Is Starting a Corporation Right for Your Small Business?

The answer is yes. This guide provides a detailed analysis of the operational steps that are required for running a corporation for small business owners, as well as the advantages and disadvantages of incorporating your business.

All in all, whether you choose to incorporate or not is up to you. It is better to be safe than sorry when it comes to running businesses because not properly doing so could cost you more than just money.

Should I Form a Corporation or a limited liability company (LLC)?

There are pros and cons to the two main business entities that are available in a corporation and an LLC. Which to choose really depends on the type of product or service that you plan on offering.

Corporation vs. LLC: Which is better?

The short answer is that it all comes down to what you want your corporation to be doing and whether you will be selling your products or services.

The main difference is that an LLC can have only one owner, whereas a corporation allows multiple shareholders.

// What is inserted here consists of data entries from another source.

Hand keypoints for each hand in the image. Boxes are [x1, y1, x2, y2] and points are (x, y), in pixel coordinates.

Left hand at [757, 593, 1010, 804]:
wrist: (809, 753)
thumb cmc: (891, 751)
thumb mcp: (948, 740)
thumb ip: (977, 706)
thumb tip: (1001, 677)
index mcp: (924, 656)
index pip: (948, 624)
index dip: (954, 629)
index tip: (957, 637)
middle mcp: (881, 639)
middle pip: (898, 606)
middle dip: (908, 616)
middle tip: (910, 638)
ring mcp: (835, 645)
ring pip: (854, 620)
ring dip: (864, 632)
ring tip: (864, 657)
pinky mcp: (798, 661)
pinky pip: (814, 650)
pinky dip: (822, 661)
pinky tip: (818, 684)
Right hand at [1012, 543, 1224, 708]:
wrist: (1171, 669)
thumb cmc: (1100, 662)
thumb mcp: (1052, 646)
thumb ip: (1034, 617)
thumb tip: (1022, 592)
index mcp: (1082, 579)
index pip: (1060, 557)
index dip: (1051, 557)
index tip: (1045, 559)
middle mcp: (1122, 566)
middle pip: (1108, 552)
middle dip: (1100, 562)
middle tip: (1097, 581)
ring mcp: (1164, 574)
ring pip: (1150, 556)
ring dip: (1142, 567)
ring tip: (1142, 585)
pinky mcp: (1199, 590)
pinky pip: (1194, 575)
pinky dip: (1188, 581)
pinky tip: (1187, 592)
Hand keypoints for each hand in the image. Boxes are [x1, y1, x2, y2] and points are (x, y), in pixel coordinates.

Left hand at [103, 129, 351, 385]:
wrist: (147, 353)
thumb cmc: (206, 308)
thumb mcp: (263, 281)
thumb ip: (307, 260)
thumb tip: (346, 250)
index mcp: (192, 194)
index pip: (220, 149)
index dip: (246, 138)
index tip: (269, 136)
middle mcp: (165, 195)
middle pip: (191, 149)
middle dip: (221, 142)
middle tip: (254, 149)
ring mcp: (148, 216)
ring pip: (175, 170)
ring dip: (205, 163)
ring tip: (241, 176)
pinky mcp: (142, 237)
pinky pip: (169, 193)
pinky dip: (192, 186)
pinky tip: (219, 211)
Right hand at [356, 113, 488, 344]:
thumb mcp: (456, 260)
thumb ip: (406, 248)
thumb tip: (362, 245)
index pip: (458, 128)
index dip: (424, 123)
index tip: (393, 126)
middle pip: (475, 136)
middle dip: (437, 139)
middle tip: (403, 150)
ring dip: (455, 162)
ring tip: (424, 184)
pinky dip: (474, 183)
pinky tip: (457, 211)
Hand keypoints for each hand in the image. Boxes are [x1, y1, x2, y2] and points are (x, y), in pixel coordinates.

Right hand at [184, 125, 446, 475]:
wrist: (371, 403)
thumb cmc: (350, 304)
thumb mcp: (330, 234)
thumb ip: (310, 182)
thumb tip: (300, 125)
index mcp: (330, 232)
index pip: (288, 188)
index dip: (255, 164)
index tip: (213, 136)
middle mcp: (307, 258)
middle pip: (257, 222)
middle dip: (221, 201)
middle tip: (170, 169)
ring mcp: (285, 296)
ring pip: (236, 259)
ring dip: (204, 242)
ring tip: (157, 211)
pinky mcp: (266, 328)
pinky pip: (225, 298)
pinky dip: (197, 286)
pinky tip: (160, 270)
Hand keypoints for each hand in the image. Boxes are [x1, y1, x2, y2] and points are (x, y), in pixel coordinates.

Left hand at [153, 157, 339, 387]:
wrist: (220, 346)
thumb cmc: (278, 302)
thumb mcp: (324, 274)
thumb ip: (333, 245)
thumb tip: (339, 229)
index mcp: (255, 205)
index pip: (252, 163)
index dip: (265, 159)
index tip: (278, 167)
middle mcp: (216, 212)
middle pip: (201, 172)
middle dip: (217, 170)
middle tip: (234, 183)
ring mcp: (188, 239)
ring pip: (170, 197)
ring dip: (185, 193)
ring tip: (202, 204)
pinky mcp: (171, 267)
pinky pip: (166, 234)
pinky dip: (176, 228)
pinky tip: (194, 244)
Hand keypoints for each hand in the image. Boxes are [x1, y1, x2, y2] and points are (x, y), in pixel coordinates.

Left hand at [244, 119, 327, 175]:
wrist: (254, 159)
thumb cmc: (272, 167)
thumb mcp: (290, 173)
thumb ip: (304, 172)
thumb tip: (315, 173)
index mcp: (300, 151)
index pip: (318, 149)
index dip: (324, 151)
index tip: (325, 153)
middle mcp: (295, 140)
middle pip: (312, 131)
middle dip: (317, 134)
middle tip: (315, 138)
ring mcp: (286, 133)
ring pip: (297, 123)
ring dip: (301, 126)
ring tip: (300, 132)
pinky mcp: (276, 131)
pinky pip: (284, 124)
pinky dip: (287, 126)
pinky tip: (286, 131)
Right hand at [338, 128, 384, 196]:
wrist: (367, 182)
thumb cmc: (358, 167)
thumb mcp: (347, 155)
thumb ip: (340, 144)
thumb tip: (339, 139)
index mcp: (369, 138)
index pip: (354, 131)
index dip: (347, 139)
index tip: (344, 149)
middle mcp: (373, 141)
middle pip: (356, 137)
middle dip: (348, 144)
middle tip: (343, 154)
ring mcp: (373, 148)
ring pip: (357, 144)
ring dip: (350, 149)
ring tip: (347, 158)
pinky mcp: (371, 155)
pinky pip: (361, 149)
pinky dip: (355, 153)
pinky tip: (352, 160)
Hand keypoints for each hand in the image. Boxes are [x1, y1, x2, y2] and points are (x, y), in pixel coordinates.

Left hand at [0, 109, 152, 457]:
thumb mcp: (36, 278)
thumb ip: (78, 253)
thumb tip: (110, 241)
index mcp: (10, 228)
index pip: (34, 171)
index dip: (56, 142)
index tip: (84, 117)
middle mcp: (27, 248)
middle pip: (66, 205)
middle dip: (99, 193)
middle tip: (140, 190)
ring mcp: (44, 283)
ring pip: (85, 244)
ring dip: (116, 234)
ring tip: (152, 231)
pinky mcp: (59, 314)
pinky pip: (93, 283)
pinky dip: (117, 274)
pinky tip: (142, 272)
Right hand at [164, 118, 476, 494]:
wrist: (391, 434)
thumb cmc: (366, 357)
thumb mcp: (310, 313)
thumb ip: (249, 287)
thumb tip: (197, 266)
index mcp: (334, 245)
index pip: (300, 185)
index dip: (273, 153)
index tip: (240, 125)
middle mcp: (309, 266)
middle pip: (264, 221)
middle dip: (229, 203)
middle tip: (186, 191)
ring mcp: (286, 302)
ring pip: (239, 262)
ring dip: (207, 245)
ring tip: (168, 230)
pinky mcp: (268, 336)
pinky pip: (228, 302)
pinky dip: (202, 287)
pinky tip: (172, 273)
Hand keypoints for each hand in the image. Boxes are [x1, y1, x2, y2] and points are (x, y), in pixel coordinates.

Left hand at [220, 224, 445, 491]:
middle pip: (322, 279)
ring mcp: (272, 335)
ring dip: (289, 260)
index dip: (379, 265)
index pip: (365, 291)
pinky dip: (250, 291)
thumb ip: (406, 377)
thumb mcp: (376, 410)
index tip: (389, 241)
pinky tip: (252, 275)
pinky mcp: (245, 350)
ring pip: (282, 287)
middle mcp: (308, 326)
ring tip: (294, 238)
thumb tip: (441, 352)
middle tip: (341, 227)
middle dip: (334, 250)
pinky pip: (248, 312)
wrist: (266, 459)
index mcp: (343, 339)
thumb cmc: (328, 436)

If you are primarily doing business with yourself, then a corporation might be better because it does not require the shareholders to pay tax consequences on their earnings.

Can a Non-Citizen Start a Corporation in the USA?

If you do not have a place to actually do business structure, then you can be eligible to create a corporation in the United States.

However, it is important to understand that not all foreign countries allow people from other countries or territories to start corporations in the United States.

If you are from one of the countries that allow non-citizens to form a corporation in the country, you will most likely need a host and personal residence and a home business address.

Do Corporations Have Yearly Filings?

 Generally, you will not have to file any separate forms or paperwork if you are a corporation.

However, you should still check with your state to verify whether or not this is the case.

If your corporation is earning over $1000 in a year, then you must pay corporate income tax purposes.

You are eligible to delay filing your taxes for up to one year after the end of the fiscal year.


So, now you have the information to determine if it is a good idea to incorporate your business as a corporation.

Just remember that there will be many decisions you have to make while establishing your corporation; some of them are not easy, but you should decide carefully.

Now you know what your options are and how long it will take to set up and run your corporation.

From this guidance, you need the knowledge to choose a method that works best with your particular business needs.